◆ What is being asked: Scan the records below. List lines holding "Důlňáku".

◆ Extracted data:

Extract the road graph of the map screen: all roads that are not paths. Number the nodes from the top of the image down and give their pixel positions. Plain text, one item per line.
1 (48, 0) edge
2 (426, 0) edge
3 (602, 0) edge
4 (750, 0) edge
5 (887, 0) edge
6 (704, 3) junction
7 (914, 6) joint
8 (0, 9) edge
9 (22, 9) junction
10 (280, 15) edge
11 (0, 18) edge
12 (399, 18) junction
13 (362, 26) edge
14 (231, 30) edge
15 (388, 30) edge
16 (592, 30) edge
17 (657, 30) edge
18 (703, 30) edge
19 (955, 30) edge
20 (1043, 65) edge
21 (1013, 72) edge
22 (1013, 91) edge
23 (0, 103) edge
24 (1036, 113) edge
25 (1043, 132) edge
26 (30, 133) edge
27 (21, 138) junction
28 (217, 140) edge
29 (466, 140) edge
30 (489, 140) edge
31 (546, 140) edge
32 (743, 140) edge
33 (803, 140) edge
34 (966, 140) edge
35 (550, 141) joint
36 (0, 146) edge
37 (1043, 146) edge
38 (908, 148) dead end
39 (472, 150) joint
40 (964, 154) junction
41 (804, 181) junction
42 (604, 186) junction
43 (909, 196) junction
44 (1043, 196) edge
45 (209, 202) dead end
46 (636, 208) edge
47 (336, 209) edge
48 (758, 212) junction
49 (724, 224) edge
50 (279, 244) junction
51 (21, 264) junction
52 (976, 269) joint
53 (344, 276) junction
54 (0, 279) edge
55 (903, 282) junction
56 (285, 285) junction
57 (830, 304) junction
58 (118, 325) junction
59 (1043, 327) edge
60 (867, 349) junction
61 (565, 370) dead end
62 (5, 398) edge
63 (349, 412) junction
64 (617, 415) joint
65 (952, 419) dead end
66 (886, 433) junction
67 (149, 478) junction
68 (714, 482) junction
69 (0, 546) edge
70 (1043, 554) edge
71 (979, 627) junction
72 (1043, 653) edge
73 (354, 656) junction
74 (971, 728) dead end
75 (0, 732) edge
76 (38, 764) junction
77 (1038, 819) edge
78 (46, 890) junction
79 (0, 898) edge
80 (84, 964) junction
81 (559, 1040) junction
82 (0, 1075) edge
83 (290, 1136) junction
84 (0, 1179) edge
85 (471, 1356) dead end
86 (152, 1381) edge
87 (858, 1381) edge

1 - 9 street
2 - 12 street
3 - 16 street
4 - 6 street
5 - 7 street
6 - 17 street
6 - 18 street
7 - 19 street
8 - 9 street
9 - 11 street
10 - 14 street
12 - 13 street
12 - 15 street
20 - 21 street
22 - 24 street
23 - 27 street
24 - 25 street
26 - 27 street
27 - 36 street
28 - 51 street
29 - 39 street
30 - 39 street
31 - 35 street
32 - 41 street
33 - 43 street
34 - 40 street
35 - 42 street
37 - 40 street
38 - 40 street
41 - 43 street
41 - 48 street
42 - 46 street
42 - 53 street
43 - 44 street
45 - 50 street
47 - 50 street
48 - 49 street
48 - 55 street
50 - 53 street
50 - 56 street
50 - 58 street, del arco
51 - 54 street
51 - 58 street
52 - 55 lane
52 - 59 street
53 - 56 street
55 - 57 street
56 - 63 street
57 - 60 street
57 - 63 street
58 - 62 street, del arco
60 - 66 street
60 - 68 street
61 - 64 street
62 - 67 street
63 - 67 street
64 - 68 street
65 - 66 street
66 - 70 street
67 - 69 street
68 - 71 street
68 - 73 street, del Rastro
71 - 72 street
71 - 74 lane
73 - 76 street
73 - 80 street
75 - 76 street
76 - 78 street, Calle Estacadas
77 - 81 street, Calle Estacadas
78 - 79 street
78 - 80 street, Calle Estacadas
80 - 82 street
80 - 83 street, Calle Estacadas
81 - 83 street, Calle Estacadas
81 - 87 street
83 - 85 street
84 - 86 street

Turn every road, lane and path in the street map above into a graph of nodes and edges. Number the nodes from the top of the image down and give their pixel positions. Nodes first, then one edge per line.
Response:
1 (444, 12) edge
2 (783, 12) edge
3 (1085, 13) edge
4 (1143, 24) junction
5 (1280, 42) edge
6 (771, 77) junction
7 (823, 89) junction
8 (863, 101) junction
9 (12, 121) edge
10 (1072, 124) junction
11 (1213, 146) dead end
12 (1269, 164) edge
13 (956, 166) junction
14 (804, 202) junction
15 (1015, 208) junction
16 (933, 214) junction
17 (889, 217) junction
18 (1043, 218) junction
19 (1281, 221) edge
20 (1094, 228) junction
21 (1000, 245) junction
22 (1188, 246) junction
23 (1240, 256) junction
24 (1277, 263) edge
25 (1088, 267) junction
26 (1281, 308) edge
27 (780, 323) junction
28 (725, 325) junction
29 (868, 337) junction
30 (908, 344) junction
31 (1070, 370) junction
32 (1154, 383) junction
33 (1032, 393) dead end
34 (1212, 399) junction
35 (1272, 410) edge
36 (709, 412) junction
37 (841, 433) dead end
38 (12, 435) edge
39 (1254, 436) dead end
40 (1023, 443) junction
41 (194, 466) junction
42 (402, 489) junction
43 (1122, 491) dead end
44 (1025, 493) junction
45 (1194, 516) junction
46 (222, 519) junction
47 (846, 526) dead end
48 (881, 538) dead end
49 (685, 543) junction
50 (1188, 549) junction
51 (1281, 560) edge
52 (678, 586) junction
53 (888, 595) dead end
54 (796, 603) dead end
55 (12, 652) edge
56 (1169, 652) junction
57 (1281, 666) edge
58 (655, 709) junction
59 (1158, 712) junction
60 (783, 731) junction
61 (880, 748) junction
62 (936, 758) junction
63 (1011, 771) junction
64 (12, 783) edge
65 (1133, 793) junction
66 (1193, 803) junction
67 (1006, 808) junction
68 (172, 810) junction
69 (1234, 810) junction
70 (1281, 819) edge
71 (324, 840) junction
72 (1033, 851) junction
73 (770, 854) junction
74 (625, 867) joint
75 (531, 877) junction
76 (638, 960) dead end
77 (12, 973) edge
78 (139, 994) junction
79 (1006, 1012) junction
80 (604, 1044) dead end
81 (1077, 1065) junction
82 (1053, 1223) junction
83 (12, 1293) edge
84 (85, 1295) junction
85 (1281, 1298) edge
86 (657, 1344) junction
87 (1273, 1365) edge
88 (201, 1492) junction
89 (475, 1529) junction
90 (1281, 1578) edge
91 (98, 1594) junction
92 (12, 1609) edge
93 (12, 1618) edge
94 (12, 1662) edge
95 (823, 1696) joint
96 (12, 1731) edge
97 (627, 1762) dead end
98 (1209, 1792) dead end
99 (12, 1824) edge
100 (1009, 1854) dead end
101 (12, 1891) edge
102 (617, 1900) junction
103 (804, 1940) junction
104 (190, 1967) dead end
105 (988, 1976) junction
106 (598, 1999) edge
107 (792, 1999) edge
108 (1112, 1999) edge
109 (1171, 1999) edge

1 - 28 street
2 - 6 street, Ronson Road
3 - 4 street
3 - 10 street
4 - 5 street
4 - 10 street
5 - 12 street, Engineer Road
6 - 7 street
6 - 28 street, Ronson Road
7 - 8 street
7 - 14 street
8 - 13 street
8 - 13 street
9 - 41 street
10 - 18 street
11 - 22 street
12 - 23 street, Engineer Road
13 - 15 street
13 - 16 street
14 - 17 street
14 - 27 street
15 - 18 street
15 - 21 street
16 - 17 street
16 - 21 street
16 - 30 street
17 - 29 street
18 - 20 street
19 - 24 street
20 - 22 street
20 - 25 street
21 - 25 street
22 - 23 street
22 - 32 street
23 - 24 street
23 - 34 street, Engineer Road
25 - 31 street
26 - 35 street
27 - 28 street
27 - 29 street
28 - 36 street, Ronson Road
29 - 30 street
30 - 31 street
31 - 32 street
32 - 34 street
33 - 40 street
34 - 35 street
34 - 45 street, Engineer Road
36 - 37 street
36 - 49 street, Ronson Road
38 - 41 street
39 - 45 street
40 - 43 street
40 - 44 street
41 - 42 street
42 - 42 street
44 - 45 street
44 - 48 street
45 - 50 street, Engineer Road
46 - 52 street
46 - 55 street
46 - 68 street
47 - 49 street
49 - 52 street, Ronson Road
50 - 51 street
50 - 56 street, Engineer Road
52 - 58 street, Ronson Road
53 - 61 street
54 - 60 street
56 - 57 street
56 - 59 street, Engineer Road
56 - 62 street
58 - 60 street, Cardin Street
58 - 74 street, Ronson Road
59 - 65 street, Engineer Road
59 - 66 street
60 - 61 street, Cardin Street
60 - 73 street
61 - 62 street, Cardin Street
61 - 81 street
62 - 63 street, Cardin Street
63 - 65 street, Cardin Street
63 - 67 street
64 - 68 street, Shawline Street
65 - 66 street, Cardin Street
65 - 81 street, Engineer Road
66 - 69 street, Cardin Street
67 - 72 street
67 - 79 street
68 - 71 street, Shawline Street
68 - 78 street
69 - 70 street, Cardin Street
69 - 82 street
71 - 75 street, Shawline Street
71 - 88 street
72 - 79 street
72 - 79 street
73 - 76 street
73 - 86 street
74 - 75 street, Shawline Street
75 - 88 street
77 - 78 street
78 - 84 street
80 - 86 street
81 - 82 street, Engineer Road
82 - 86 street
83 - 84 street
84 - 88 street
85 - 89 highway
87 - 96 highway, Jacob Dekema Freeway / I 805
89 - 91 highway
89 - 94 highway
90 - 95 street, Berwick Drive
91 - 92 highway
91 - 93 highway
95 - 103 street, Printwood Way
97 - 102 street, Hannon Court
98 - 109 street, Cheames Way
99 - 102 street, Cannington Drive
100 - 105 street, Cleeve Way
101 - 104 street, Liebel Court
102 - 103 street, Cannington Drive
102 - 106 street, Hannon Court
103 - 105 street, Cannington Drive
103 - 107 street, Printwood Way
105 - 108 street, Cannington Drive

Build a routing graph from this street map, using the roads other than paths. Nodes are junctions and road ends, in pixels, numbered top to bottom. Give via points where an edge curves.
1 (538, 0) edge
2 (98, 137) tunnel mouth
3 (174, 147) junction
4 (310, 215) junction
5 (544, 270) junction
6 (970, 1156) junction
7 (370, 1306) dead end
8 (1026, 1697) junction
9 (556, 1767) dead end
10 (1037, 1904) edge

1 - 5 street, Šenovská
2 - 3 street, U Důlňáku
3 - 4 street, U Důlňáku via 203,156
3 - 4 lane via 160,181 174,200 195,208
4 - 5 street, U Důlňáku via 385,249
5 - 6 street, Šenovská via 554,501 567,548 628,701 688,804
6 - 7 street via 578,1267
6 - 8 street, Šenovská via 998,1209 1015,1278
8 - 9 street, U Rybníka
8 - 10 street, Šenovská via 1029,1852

◆ Answer for the task:
2 - 3 street, U Důlňáku
3 - 4 street, U Důlňáku via 203,156
4 - 5 street, U Důlňáku via 385,249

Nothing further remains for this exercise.